### Problem description
When you repeat the entries, reproduce each line exactly and omit every picture.

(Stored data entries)

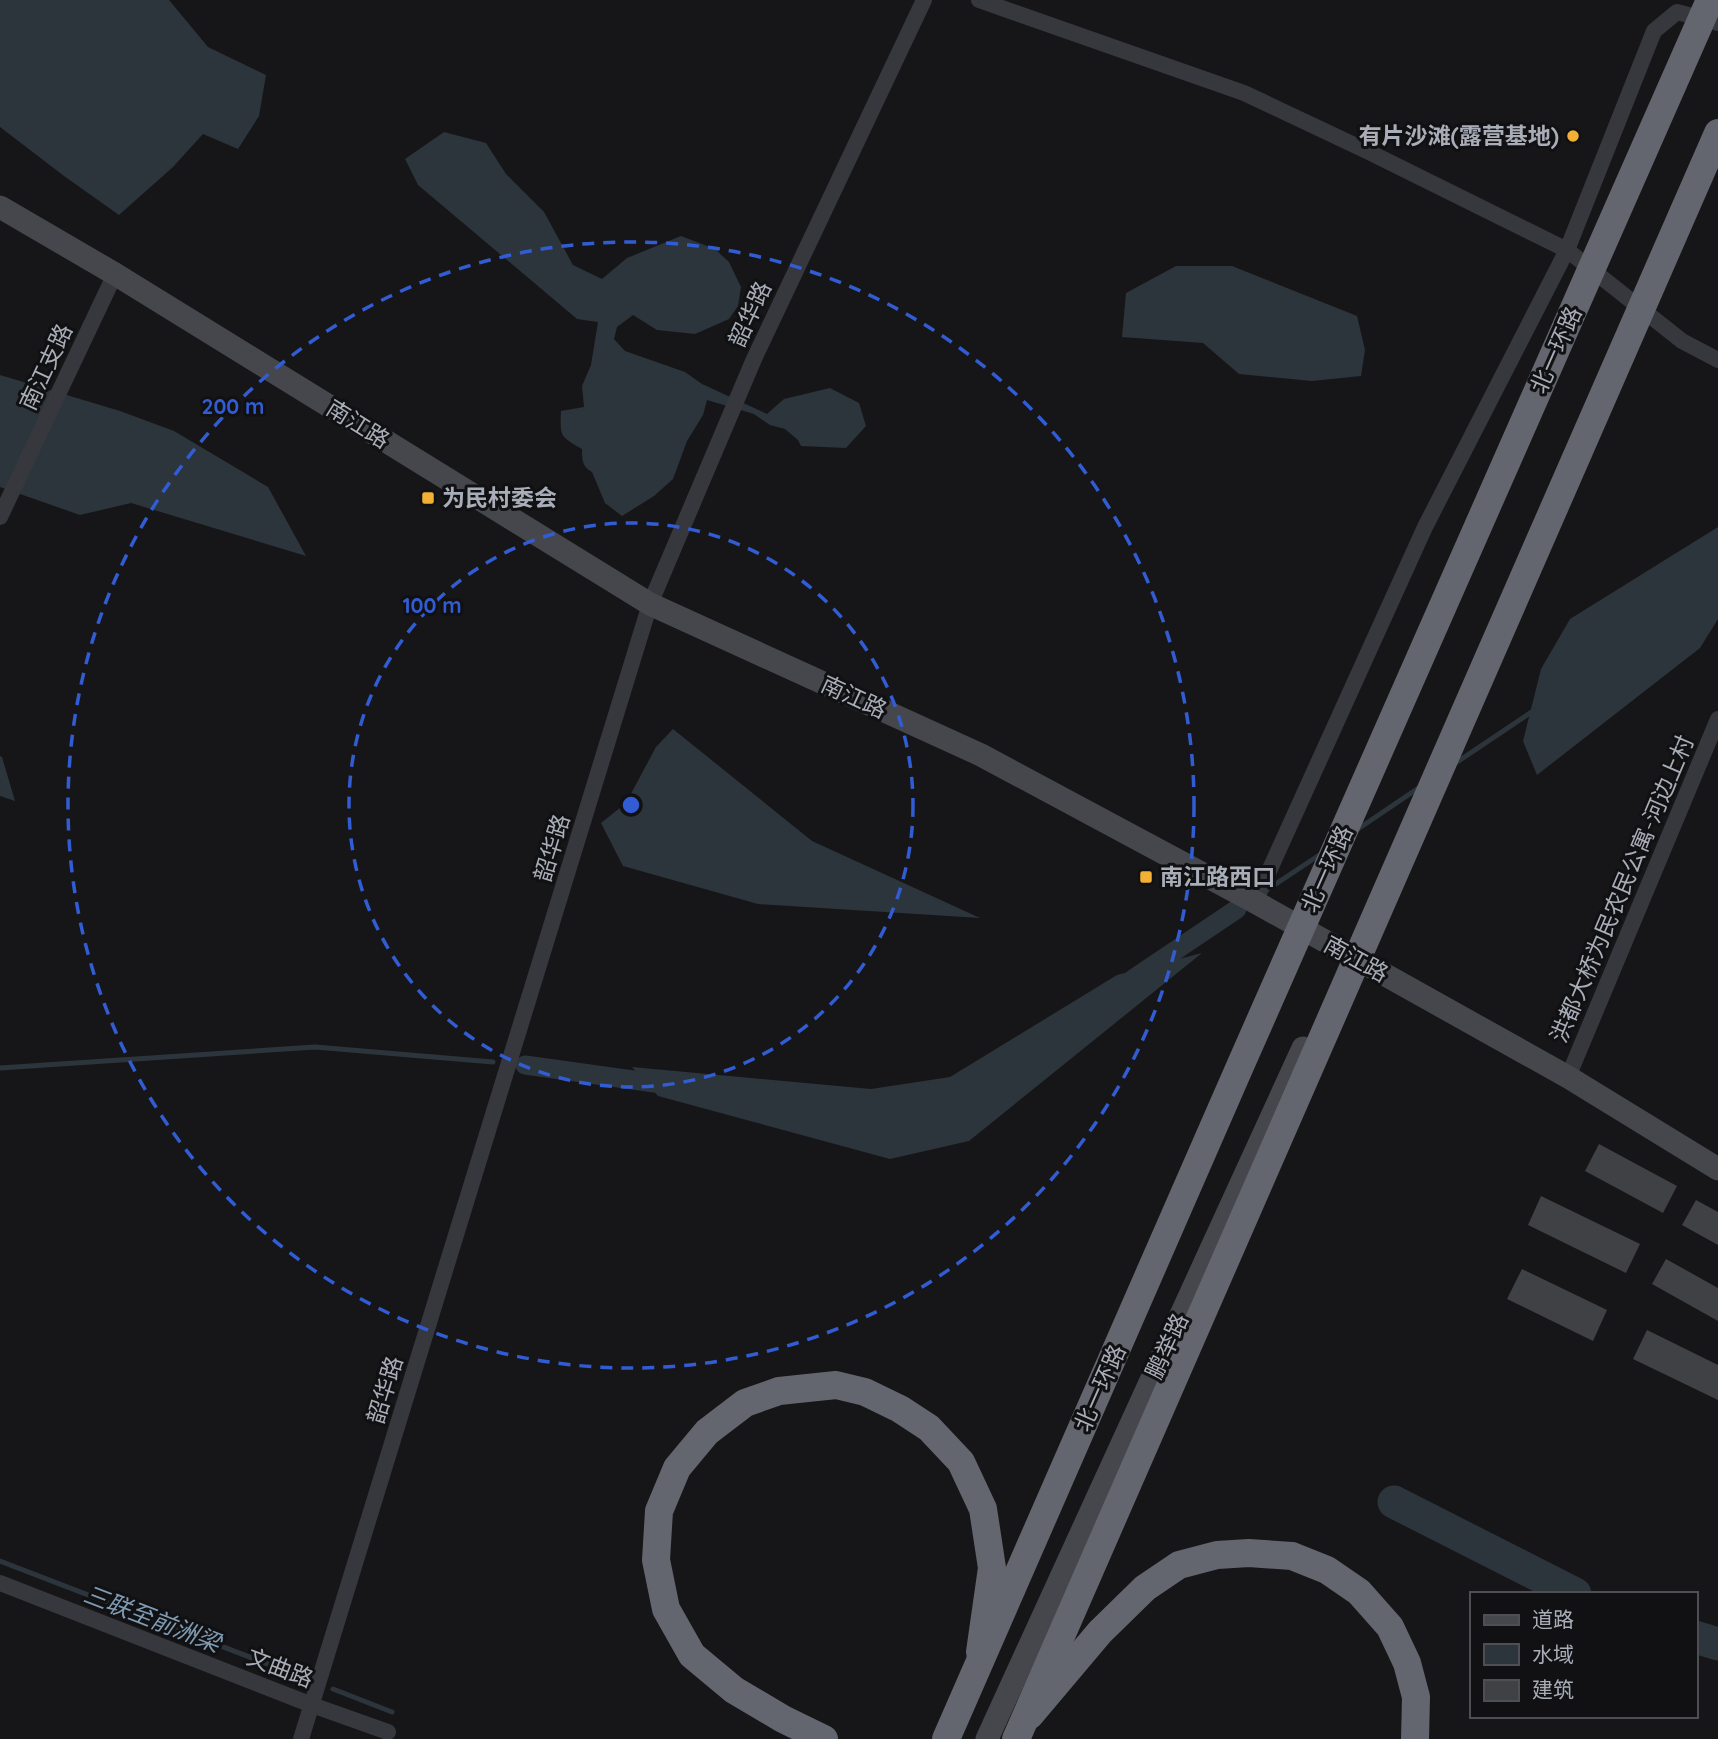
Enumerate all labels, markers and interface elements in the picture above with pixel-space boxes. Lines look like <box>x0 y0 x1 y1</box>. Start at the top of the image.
place label: 有片沙滩(露营基地) <box>1359 121 1559 150</box>
marker: 有片沙滩(露营基地) <box>1565 128 1581 144</box>
street label: 韶华路 <box>722 276 777 351</box>
street label: 北一环路 <box>1524 302 1587 398</box>
street label: 南江支路 <box>13 319 78 415</box>
text: 200 m <box>202 393 264 419</box>
street label: 南江路 <box>321 393 395 454</box>
place label: 为民村委会 <box>442 483 557 512</box>
marker: 为民村委会 <box>420 490 436 506</box>
text: 100 m <box>402 592 462 618</box>
street label: 南江路 <box>817 669 892 724</box>
street label: 洪都大桥为民农民公寓-河边上村 <box>1544 731 1700 1047</box>
centre of rings <box>619 793 643 817</box>
street label: 韶华路 <box>528 811 575 885</box>
street label: 北一环路 <box>1295 821 1358 917</box>
place label: 南江路西口 <box>1160 862 1275 891</box>
marker: 南江路西口 <box>1138 869 1154 885</box>
street label: 南江路 <box>1319 929 1393 988</box>
street label: 鹏举路 <box>1139 1308 1194 1383</box>
street label: 北一环路 <box>1068 1340 1131 1436</box>
street label: 韶华路 <box>361 1353 408 1427</box>
water label: 三联至前洲梁 <box>80 1578 227 1659</box>
legend <box>1470 1592 1697 1718</box>
text: 道路 <box>1532 1606 1574 1632</box>
text: 水域 <box>1532 1641 1574 1667</box>
street label: 文曲路 <box>243 1642 318 1693</box>
text: 建筑 <box>1532 1676 1574 1702</box>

### Solution for this exercise
Enumerate all labels, markers and interface elements in the picture above with pixel-space boxes. Lines look like <box>x0 y0 x1 y1</box>. Start at the top of the image.
place label: 有片沙滩(露营基地) <box>1359 121 1559 150</box>
marker: 有片沙滩(露营基地) <box>1565 128 1581 144</box>
street label: 韶华路 <box>722 276 777 351</box>
street label: 北一环路 <box>1524 302 1587 398</box>
street label: 南江支路 <box>13 319 78 415</box>
text: 200 m <box>202 393 264 419</box>
street label: 南江路 <box>321 393 395 454</box>
place label: 为民村委会 <box>442 483 557 512</box>
marker: 为民村委会 <box>420 490 436 506</box>
text: 100 m <box>402 592 462 618</box>
street label: 南江路 <box>817 669 892 724</box>
street label: 洪都大桥为民农民公寓-河边上村 <box>1544 731 1700 1047</box>
centre of rings <box>619 793 643 817</box>
street label: 韶华路 <box>528 811 575 885</box>
street label: 北一环路 <box>1295 821 1358 917</box>
place label: 南江路西口 <box>1160 862 1275 891</box>
marker: 南江路西口 <box>1138 869 1154 885</box>
street label: 南江路 <box>1319 929 1393 988</box>
street label: 鹏举路 <box>1139 1308 1194 1383</box>
street label: 北一环路 <box>1068 1340 1131 1436</box>
street label: 韶华路 <box>361 1353 408 1427</box>
water label: 三联至前洲梁 <box>80 1578 227 1659</box>
legend <box>1470 1592 1697 1718</box>
text: 道路 <box>1532 1606 1574 1632</box>
text: 水域 <box>1532 1641 1574 1667</box>
street label: 文曲路 <box>243 1642 318 1693</box>
text: 建筑 <box>1532 1676 1574 1702</box>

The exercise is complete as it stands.